Sometimes it can seem like the USPS isn't very interested in real mail, the kind that includes letters. From the corner mailboxes being taken out, to the low rates for bulk advertising, one can sometimes get the impression they'd be happier if bins of commercial flyers and brochures were all they had to deliver. But that's not true of everyone in the USPS, as this article [link no longer active] from the Waynesboro NewsVirginian shows. Kevin Blackford, the Postmaster of Stuarts Draft, Virginia came up with an idea to get kids writing – he gave fourth-grade students stamped envelopes, and their teacher encouraged them to write letters. The result was so positive that Blackford is presenting "A Letter is Better!" at state conventions [link no longer active] of the National Association of Postmasters of the United States.

Pass it on

October 28, 2009

Does the idea of swapping things through the mail appeal to you? If so, check out Swap-Bot, where you can join swaps of anything from decorated envelopes to cemetery photos to craft supplies to postcards to chocolate to healing stones to stationery to handmade earrings to magnets to stickers to teabags to insights to ATCs to matchboxes to recipes to...

There are hundreds of swaps going on at any one time, most with a very small number of participants, usually 5 or fewer. Swap partners are randomly assigned from those who sign up as interested, you can start your own swap, and a rating system helps keep problems to a minimum. There are groups and forums and a blog, too. Just reading through the list of swaps is fascinating and should whet your appetite for getting into the action.

Getting ahead of ourselves

October 19, 2009

If you've been to this page in the last week or so, you may have noticed the entry below, about sunspots and things going wrong, being dated October 27. Not quite... it must be the cool weather and early snow this year that makes it seem that late...

It must (not) be sunspots

October 7, 2009

Often when it seems lots of things are going wrong at the same time, whether mechanical failures or odd behavior, someone will say "It must be sunspots." Well, that can't account for it at the present, with the sunspot count the lowest in a century. Personally, we think objects get together at night and coordinate their malfunctions – that's what all those odd little creaks and groans in houses and apartments are, it's their stifled laughter as they make their nefarious plans. Luckily we had two backups of the LEX subscriber data base, since among the current string of breakdowns we're experiencing (we're up to 7 in the last few weeks) were a flash memory backup drive on Sunday, followed by the Blue Screen of Death and a day of total unresponsiveness on the LEX computer on Monday. (Another fortunate thing is that Issue 20 was sent to the printer Monday morning, so that day didn't delay us; it will be in the mail next Thursday.) We may have revived the computer, but you can bet we'll be updating those two backups every time we make any changes to the data base!

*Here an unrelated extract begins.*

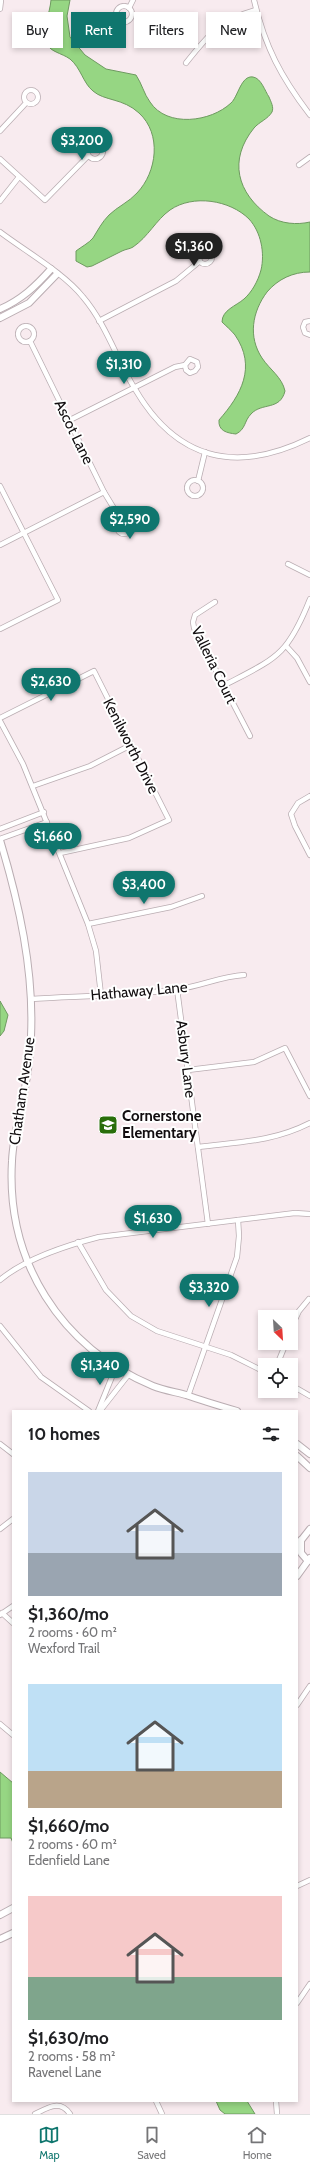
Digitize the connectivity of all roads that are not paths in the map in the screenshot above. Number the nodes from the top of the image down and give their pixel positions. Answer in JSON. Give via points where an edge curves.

Five different shades of navy

September 27, 2009

There are many types of paper one can use for letters and notes – from lined tablets to handmade sheets, from the blank sides of junk mail to self-enhanced greeting cards. For some people in New York, custom engraved stationery is where it's at. Called "social papers", with price tags to match the name, they can cost several dollars per card and envelope, often more, in part because of the individual dies [link no longer active] used. The result, for those who can afford it, is sometimes compared to a wardrobe – and like a wardrobe's contents, much of the fun can be had with a smaller bite [link no longer active] out of the checkbook.

Another way to recycle

September 15, 2009

Recently we were leafing through the book Flea Market Finds in search of inventive ways of using items we see at garage sales. One of the suggestions caught our eye – mounting old mailboxes on the wall in a child's bedroom. Socks and underwear, or rolled up magazines, can be stored inside; the hook on the hinged door can be used for hanging up coats. (Of course, there's another use – write so many letters that you have to put up an extra box to hold all the replies!)

Cachets with cachet

September 9, 2009

For most mail artists, the activity is fun and challenging, but not particularly profitable, and usually not meant to be. But for David Dube of Montana, what started as a hobby has turned into something a bit more. Dube now draws cachets for first-day covers, and has a subscriber base among stamp collectors.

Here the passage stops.